◆ WORK REQUEST ◆
Repeat every line of the data exactly; the pictures stay out.

DATA Start Marker

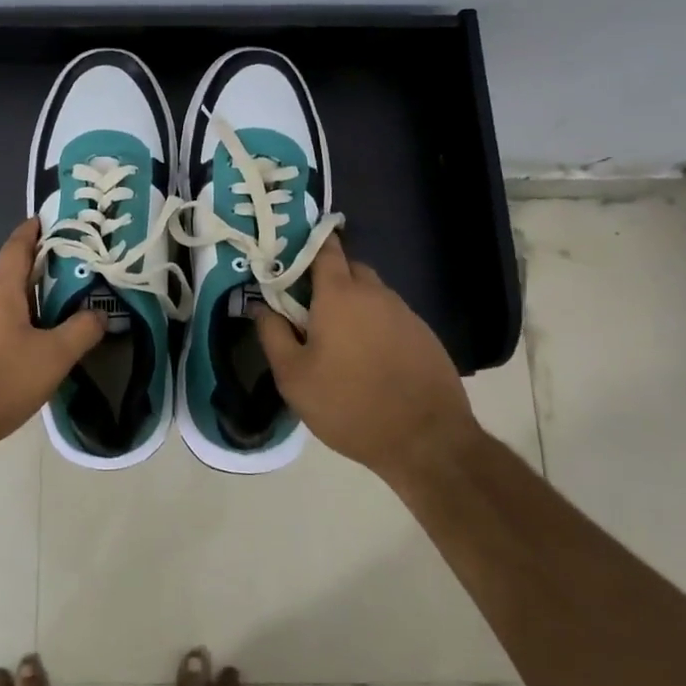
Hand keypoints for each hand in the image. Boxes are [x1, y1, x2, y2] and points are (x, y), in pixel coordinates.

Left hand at [0, 218, 104, 469]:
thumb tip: (99, 313)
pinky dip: (4, 332)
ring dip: (21, 310)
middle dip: (37, 279)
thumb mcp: (52, 359)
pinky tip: (18, 359)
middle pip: (9, 279)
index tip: (45, 219)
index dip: (32, 231)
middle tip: (68, 287)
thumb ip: (81, 331)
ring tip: (49, 328)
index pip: (16, 247)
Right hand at [254, 236, 480, 481]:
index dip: (307, 244)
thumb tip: (259, 304)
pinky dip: (374, 325)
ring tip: (336, 338)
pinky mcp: (424, 335)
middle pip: (348, 267)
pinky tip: (367, 357)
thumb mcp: (293, 376)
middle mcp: (375, 293)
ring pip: (371, 293)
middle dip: (327, 278)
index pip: (325, 248)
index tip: (288, 256)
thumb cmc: (348, 404)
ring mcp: (404, 312)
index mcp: (339, 294)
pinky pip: (390, 316)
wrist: (426, 440)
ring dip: (352, 304)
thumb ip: (272, 333)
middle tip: (306, 307)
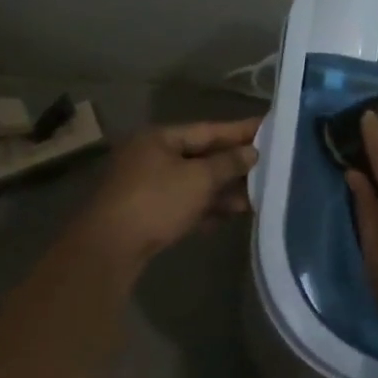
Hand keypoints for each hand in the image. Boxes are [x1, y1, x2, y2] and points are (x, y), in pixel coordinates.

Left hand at [70, 117, 261, 277]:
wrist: (109, 249)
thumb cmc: (156, 201)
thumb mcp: (199, 179)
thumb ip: (228, 163)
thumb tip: (251, 152)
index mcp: (159, 138)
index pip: (208, 129)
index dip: (240, 130)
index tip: (268, 128)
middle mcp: (151, 157)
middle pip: (200, 156)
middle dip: (233, 165)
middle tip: (268, 167)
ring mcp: (146, 186)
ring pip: (193, 183)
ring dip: (222, 190)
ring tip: (254, 199)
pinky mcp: (145, 214)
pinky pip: (183, 204)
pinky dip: (205, 208)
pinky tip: (228, 217)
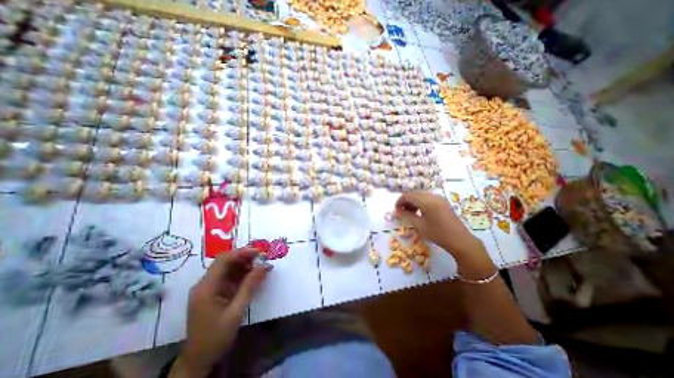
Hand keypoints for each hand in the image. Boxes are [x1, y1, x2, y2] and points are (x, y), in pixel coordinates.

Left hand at [171, 249, 269, 376]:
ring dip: (244, 265)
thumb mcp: (236, 311)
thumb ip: (250, 286)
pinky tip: (253, 276)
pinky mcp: (212, 293)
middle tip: (262, 258)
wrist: (198, 361)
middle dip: (244, 257)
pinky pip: (228, 277)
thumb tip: (264, 266)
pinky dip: (241, 274)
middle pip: (225, 262)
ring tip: (260, 266)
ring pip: (227, 268)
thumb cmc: (216, 337)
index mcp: (206, 287)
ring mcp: (208, 288)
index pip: (223, 260)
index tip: (259, 252)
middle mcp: (204, 284)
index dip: (242, 253)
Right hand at [397, 192, 481, 256]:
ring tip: (409, 212)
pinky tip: (419, 211)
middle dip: (406, 201)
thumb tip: (397, 211)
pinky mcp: (443, 202)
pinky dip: (420, 202)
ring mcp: (439, 198)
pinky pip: (428, 198)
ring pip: (421, 195)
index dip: (400, 201)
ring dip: (413, 201)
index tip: (396, 210)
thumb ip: (407, 216)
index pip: (408, 196)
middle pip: (414, 193)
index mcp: (427, 201)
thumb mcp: (420, 226)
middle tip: (401, 211)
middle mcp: (433, 196)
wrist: (460, 240)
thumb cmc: (438, 234)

DATA End Marker

◆ ANSWER BOX ◆
Hand keypoints for each hand in the image. Boxes are [x1, y1, x2, y2] and points are (x, y), in pixel coordinates.

Left hand at [0, 218, 104, 469]:
thumb tip: (99, 313)
pinky dip: (4, 332)
ring dip: (21, 310)
middle dip: (37, 279)
thumb mcp: (52, 359)
pinky tip: (18, 359)
middle pip: (9, 279)
index tip: (45, 219)
index dip: (32, 231)
middle tip: (68, 287)
thumb ip: (81, 331)
ring tip: (49, 328)
index pip: (16, 247)
Right hand at [254, 236, 480, 481]:
index dip: (307, 244)
thumb tip: (259, 304)
pinky dip: (374, 325)
ring tip: (336, 338)
pinky mcp: (424, 335)
middle pip: (348, 267)
pinky tip: (367, 357)
thumb mcp: (293, 376)
middle mcp: (375, 293)
ring pip: (371, 293)
middle dip: (327, 278)
index pip: (325, 248)
index tip: (288, 256)
thumb cmc: (348, 404)
ring mcp: (404, 312)
index mcp: (339, 294)
pinky pip: (390, 316)
wrist: (426, 440)
ring dip: (352, 304)
thumb ip: (272, 333)
middle tip: (306, 307)
Hand keypoints for each hand in the image. Boxes are [x1, y1, x2, y2] and points are (x, y), in pixel coordinates.

Left hand at [70, 117, 261, 277]:
wrist: (109, 249)
thumb cmc: (156, 201)
thumb mcp: (199, 179)
thumb ip: (228, 163)
thumb tip: (251, 152)
index mcp: (159, 138)
index pip: (208, 129)
index dip: (240, 130)
index tip: (268, 128)
middle mcp: (151, 157)
middle pip: (200, 156)
middle dip: (233, 165)
middle tip: (268, 167)
ring mcp: (146, 186)
ring pip: (193, 183)
ring dip: (222, 190)
ring tip: (254, 199)
pinky mcp: (145, 214)
pinky pip: (183, 204)
pinky dip: (205, 208)
pinky tip: (228, 217)
Hand keypoints for each hand in the image. Boxes are [x1, y1, x2, y2] and points are (x, y), in pixel coordinates.

Left hand at [171, 249, 269, 376]:
ring dip: (244, 265)
thumb mcp: (236, 311)
thumb ip: (250, 286)
pinky tip: (253, 276)
pinky mcp: (212, 293)
middle tip: (262, 258)
wrist: (198, 361)
middle dip: (244, 257)
pinky pip: (228, 277)
thumb tip: (264, 266)
pinky dip: (241, 274)
middle pip: (225, 262)
ring tip: (260, 266)
ring pip: (227, 268)
thumb cmc: (216, 337)
index mcp: (206, 287)
ring mcp: (208, 288)
index pip: (223, 260)
index tip: (259, 252)
middle mcp: (204, 284)
index dip: (242, 253)
Right hand at [397, 192, 481, 256]:
ring tip: (409, 212)
pinky tip: (419, 211)
middle dip: (406, 201)
thumb tip: (397, 211)
pinky mcp: (443, 202)
pinky dip: (420, 202)
ring mcp: (439, 198)
pinky pip: (428, 198)
ring pip: (421, 195)
index dip: (400, 201)
ring dip: (413, 201)
index tip: (396, 210)
thumb ip: (407, 216)
index pip: (408, 196)
middle pip: (414, 193)
index mcp: (427, 201)
thumb mcp: (420, 226)
middle tip: (401, 211)
middle mcp: (433, 196)
wrist: (460, 240)
thumb cmc: (438, 234)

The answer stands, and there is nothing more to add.